Riyaz Walikar, chief hacker at Appsecco.
Riyaz Walikar
Riyaz is a Technical Advisor / Chief Hacker at Appsecco and leads R&D for our offsec teams. He has been hacking and breaking software for the last decade and a half. From ships to printers to WiFi to cloud apps, databases and more.
He is well known security evangelist and researcher in the web, cloud and container space and has led offensive security teams at PwC, Citrix, Appsecco and Kloudle. He loves to teach and has conducted several trainings and talks at numerous conferences like BlackHat, nullcon, OWASP Appsec and a bunch of other developer conferences. He has also authored 2 books and is an active writer on multiple blogs.

Frequently Asked Questions

Is this a free session?
Yes. The class is completely free to attend. There is no payment required. All you have to do is register before the registrations close.
I know the masterclass is free, but will I be charged for the labs?
During the masterclass, if you are following along and doing the hands on, you will require to set up a Kubernetes cluster using Google Kubernetes Engine. This may incur some nominal cost, but we will ensure this remains the absolute minimum by using resources that are free or cost very less.
How will the masterclass be conducted?
The masterclass will be delivered via an online private closed meeting. The instructions to join the meeting will be shared along with the pre-requisites on 13th December to the people who have registered.
What do I need to know before coming to the class?
If you have never worked with Kubernetes or are getting started, it is recommended to become familiar with some basic Kubernetes concepts. This article does a good ELI5 - https://www.cncf.io/phippy/the-childrens-illustrated-guide-to-kubernetes/
What are the technical pre-requisites for this class?
Technical pre-requisites include a working Google Cloud account and access to the cloud account via gcloud CL. A detailed list of pre-requisites will be shared with the registered participants via the notification email which will be sent on 13th December.
Is there a certificate of participation?
Yes. There will be a certificate of participation for this masterclass. Only folks who have registered AND who attend the class will be awarded this certificate of participation.
Where can I find out more about Appsecco's VAPT and Kubernetes Pentesting offerings?
Appsecco offers consulting and security services in a lot of cybersecurity domains including Kubernetes Pentesting, org staffing requirements, web application pentesting, cloud (AWS/GCP/Azure/IBM) audits & pentesting, mobile and API security assessment, thick client pentesting and bespoke training as well.
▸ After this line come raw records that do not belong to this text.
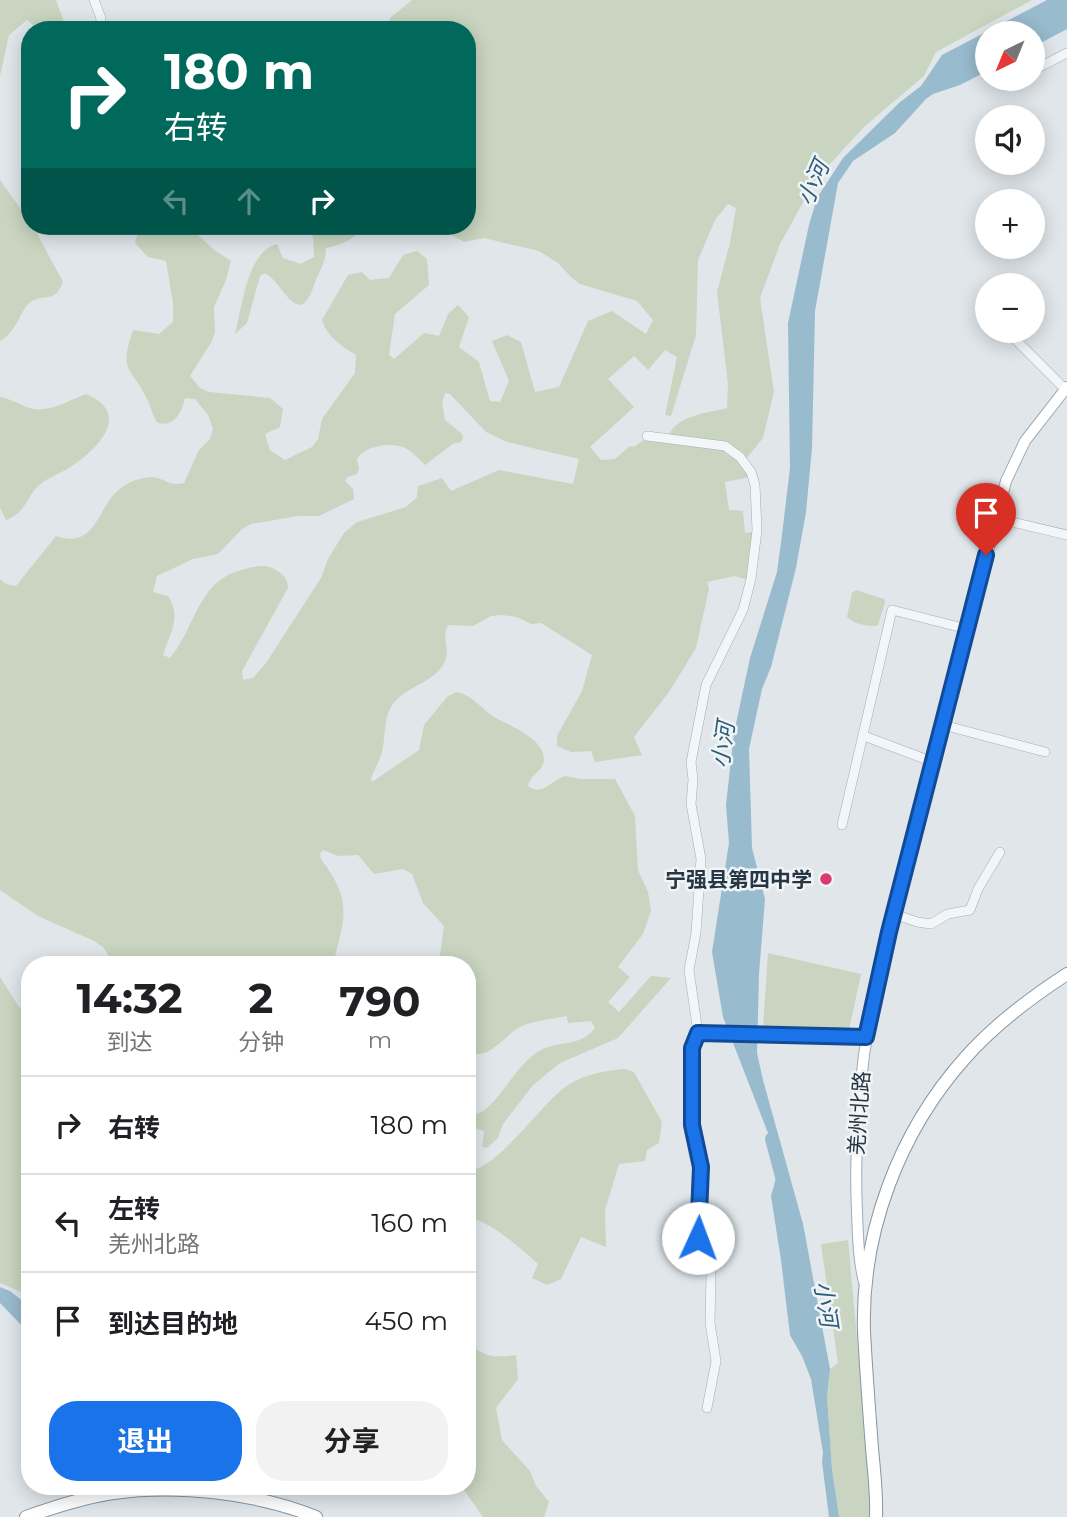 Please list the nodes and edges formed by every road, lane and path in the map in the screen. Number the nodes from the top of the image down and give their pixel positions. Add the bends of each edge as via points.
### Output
1 (94, 0) edge
2 (100, 21) edge
3 (1067, 53) edge
4 (1045, 64) edge
5 (1019, 343) edge
6 (1066, 388) edge
7 (647, 436) dead end
8 (995, 518) junction
9 (1067, 536) edge
10 (967, 629) junction
11 (943, 725) junction
12 (864, 736) junction
13 (1045, 752) dead end
14 (933, 762) junction
15 (842, 825) dead end
16 (1000, 852) dead end
17 (894, 914) junction
18 (1067, 974) edge
19 (702, 1033) junction
20 (866, 1037) junction
21 (866, 1288) junction
22 (707, 1408) dead end
23 (104, 1495) edge
24 (213, 1495) edge
25 (26, 1517) edge
26 (316, 1517) edge
27 (876, 1517) edge

1 - 2 street
3 - 4 street
5 - 6 street
6 - 8 main road, 羌州北路 via 1020,450
7 - 19 street via 725,446 740,457 755,485 757,530 751,579 743,610 706,685 691,762 691,804 701,859 689,970
8 - 9 street
8 - 10 main road, 羌州北路
10 - 11 main road, 羌州北路
10 - 12 street via 892,610
11 - 13 street
11 - 14 main road, 羌州北路
12 - 14 street
12 - 15 street
14 - 17 main road, 羌州北路
16 - 17 street via 970,910 948,914 931,924
17 - 20 main road, 羌州北路
18 - 21 highway via 1002,1021 939,1091 892,1180 872,1239
19 - 20 street
19 - 22 street via 692,1048 692,1125 701,1167 698,1238 711,1274 710,1323 716,1361
20 - 21 main road, 羌州北路 via 855,1161 859,1262
21 - 27 highway via 864,1332
23 - 25 highway
24 - 26 highway via 278,1504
Drop an email to riyaz@appsecco.com to know more!

Appsecco Code of Conduct

This code of conduct applies to all Appsecco's hosted online and offline sessions. The following decorum needs to be observed for all Appsecco hosted sessions.
  1. Be nice to everyone,
  2. Be empathetic,
  3. Be questioning, as it furthers the discussion, but
  4. Discuss ideas, not people and their personalities (as that would be ad hominem).
We strongly condemn any kind of harassment of any fellow participant. This includes:
  1. Sustained disruption of talks, discussions and other events.
  2. Offensive remarks or jokes made about women, men, persons of non-binary genders and those with physical disabilities, or on the basis of sexuality, race, caste or religion.
  3. Use of images or video that objectify the human body unless absolutely relevant to the discussion.
  4. Overriding the speaker with discussion not pertaining to the masterclass or related topics.
  5. Inappropriate imagery and video usage.
  6. Behaviour akin to stalking or doxing of other participants within the class.
  7. Deliberate intimidation and unwelcome gestures.
You can report any violations in confidence by sending an SMS to +91 9886042242. SMSes are received by Riyaz (the trainer) who can address this quickly.

Violators, regardless of their standing, may be expelled from the masterclass, banned for other sessions and reported to the authorities.